Im Kampf gegen die explodierten Energiepreise und einer drohenden Insolvenzwelle setzt das hessische Handwerk große Erwartungen auch an die europäische Ebene. Doch sowohl der CDU-Europaabgeordnete Markus Pieper als auch die Direktorin in der EU-Kommission, Kristin Schreiber, konnten den rund 130 Anwesenden, Handwerkern aus Hessen und Brüsseler Insidern, nur von kleinen Erfolgen in der europäischen Mittelstandspolitik berichten.

"Zwei harte Winter"

Martin Giehl vom Frankfurter Energiedienstleister Mainova AG verwies auf ausgeklügelte Preismodelle. Der Strommarktexperte erwartet für die Betriebe und Verbraucher "zwei harte Winter", die es zu überstehen gelte. Danach würden sich die Energiepreise voraussichtlich auf einem erheblich niedrigeren Niveau einpendeln, das allerdings etwas höher als die Preise vor der aktuellen Krise liegen dürfte.

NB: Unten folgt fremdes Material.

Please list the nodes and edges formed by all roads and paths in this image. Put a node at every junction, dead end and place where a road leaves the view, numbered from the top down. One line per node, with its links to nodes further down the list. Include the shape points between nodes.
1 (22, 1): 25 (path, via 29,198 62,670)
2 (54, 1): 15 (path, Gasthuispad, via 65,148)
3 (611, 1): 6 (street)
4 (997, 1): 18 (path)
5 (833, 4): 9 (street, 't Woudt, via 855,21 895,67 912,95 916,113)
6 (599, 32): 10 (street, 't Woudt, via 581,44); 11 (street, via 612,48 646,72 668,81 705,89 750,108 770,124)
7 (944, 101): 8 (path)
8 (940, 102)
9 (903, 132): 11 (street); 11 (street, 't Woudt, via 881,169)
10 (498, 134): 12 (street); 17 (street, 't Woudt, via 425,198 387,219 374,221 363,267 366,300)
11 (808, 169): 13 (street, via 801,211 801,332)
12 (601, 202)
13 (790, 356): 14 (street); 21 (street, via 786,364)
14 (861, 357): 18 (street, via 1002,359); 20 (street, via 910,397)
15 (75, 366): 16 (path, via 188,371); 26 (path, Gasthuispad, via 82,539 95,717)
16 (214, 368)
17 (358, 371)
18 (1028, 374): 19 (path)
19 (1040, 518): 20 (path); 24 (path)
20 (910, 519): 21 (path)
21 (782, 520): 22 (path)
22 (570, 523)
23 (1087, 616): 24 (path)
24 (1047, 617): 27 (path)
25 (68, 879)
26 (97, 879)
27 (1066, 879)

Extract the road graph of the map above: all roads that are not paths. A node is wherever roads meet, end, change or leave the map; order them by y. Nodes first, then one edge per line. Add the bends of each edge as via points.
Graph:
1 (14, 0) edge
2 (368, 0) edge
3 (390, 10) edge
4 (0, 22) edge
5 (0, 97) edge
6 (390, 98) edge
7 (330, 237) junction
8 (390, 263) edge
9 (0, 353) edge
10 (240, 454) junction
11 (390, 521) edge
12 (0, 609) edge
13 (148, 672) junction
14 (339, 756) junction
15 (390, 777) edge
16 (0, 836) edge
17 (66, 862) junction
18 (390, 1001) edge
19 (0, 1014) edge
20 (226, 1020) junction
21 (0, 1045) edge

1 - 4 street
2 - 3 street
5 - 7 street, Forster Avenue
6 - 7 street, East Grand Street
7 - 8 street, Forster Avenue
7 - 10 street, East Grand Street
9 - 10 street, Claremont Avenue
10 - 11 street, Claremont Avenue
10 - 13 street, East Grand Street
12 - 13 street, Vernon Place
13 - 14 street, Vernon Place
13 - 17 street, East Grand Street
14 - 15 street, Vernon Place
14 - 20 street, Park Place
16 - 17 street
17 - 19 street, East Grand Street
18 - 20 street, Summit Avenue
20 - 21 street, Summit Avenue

CDU-Mittelstandsexperte Pieper übte erhebliche Kritik an der Europäischen Kommission, die über das Initiativmonopol bei der EU-Gesetzgebung verfügt. Kommissionspräsidentin Ursula von der Leyen (CDU) hätte es bei ihrer jüngsten, groß angekündigten "Rede zur Lage der Europäischen Union" versäumt, angemessen auf die Anliegen des Handwerks – wie etwa dem Bürokratieabbau und einem Gesetzesmoratorium – einzugehen. Das von ihr angekündigte "Entlastungspaket" greife zu kurz, weil es sich voraussichtlich nur um Kleinigkeiten sowie Steuervorschläge handele, die obendrein auch noch der Einstimmigkeit im Kreis der 27 EU-Regierungen unterliegen.

Versprechen nicht eingehalten

Das von der Kommission großspurige angekündigte Prinzip, bei jedem neuen Gesetzesvorschlag eine alte Regelung aufzuheben ("One in, one out"), sei nicht eingehalten worden. Pieper zitierte Berechnungen, wonach die Kommission im Vorjahr 1.900 Regelwerke vorgeschlagen, aber nur 1.094 abgeschafft hätte. Sollte die EU-Behörde, wie nach wie vor fest geplant, ihre Regelungsvorschläge zur Transformation der europäischen Wirtschaft ("Fit for 55", "Green Deal") durchsetzen können, dann würden drei Mal so viel neue Regeln auf die Betriebe zukommen als aufgehoben werden.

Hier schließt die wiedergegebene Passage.